In our last property roundtable, James Wyatt of John D Wood raised the issue of “legislative risk” in the housing market. He worried that with house prices still so high, and rents rising, we would soon begin to see conversations about rent controls. That is exactly what has happened.
A report just out from the London Assembly’s Housing and Regeneration Committee has called for “rent stabilisation” measures (this is a phrase they have nicked from New York where it is used as a euphemism for rent control) to deal with the fact that rents have “become increasingly unaffordable even for Londoners on average wages”. It has demanded various other things too which you can read about here.
Some of them make sense – longer tenancies would be no bad thing, for example. But rent controls just make no sense. The arguments for them are obvious. Instead of raising supply of housing (the usual answer to overly high prices), they cut supply. If you can’t charge a market price or even a price you can choose – and if new regulation shifts the balance of power too far in favour of the tenant – you might decide not to rent out your flat, and if by any chance you were thinking of a build-to-let project, you will instantly think again.

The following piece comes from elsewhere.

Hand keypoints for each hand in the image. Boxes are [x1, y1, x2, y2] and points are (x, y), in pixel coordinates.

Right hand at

They discourage anyone who does rent out a property from taking care of it. And at the same time they also increase demand – who wouldn’t want a cheap flat?! They also – like all market distorting technologies – open the way for corruption and abuse. Both things we can really do without much more of.
The property hand wringers will say that dismissing rent controls isn’t good enough. After all “something must be done”. But this is yet another case in which nothing is better than something.

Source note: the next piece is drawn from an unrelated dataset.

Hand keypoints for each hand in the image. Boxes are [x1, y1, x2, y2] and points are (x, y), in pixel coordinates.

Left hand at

Let the market alone. Let prices fall to a clearing level. And at the same time, let prices dictate new supply. Look at London: prices are high; rents are high. And what’s happening? A visible effect on local supply.
Look almost anywhere and you will see either building or plans for building. There are 1,000 flats coming here in White City. There are 5,000 at the Olympic Village, 7,500 on the way in Earls Court (maybe more), 5,000 at Battersea Power Station (the “real estate opportunity of a lifetime”), 800 at Lots Road, 700 in Ealing, 7,300 in Croydon, a few thousand more at King’s Cross and 5,000 at the Royal London Docks – and that’s just the beginning of a long list. That in time will bring prices down – unless the government decides to step in to make things worse before the market makes them better, of course.

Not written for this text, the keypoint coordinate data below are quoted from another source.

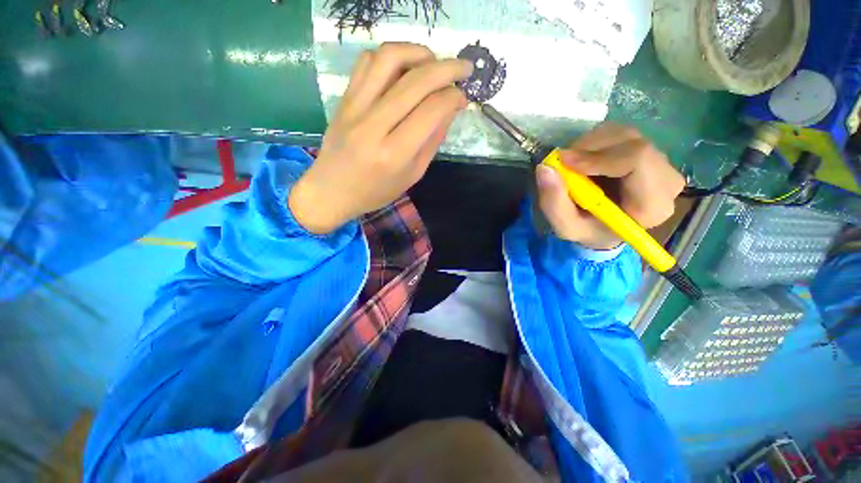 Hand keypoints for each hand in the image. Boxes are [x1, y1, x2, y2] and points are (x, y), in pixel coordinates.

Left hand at [289, 42, 473, 233]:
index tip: (463, 97)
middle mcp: (374, 126)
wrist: (332, 190)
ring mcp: (355, 108)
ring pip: (389, 59)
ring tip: (434, 62)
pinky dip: (391, 56)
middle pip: (416, 82)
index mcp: (394, 153)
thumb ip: (432, 142)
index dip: (453, 97)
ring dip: (419, 52)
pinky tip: (403, 67)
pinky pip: (367, 62)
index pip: (431, 111)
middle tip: (464, 68)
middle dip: (448, 68)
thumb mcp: (412, 175)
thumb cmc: (376, 191)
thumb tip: (451, 108)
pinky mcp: (344, 98)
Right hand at [536, 123, 684, 249]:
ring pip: (625, 135)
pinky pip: (622, 135)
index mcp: (652, 205)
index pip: (637, 160)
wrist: (605, 228)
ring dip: (590, 144)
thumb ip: (554, 202)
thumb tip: (545, 167)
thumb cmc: (588, 231)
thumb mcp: (566, 226)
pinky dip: (595, 142)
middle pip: (632, 143)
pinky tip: (585, 160)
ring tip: (572, 165)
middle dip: (590, 147)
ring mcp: (662, 163)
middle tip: (563, 161)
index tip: (564, 162)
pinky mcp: (650, 152)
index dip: (598, 156)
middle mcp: (667, 180)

One final note on this. Rent controls would be nothing new to London. According to the Guardian’s Dave Hill, there are currently around 100,000 properties in the UK operating under special rules that apply to pre-1989 tenancies (under the 1977 Rent Act). There is, for example, a flat in Hampstead Heath that comes under the “fair rent” rules. It costs £384 a month. A similar flat, available on what passes for a free market today, is on for £1,500 a month.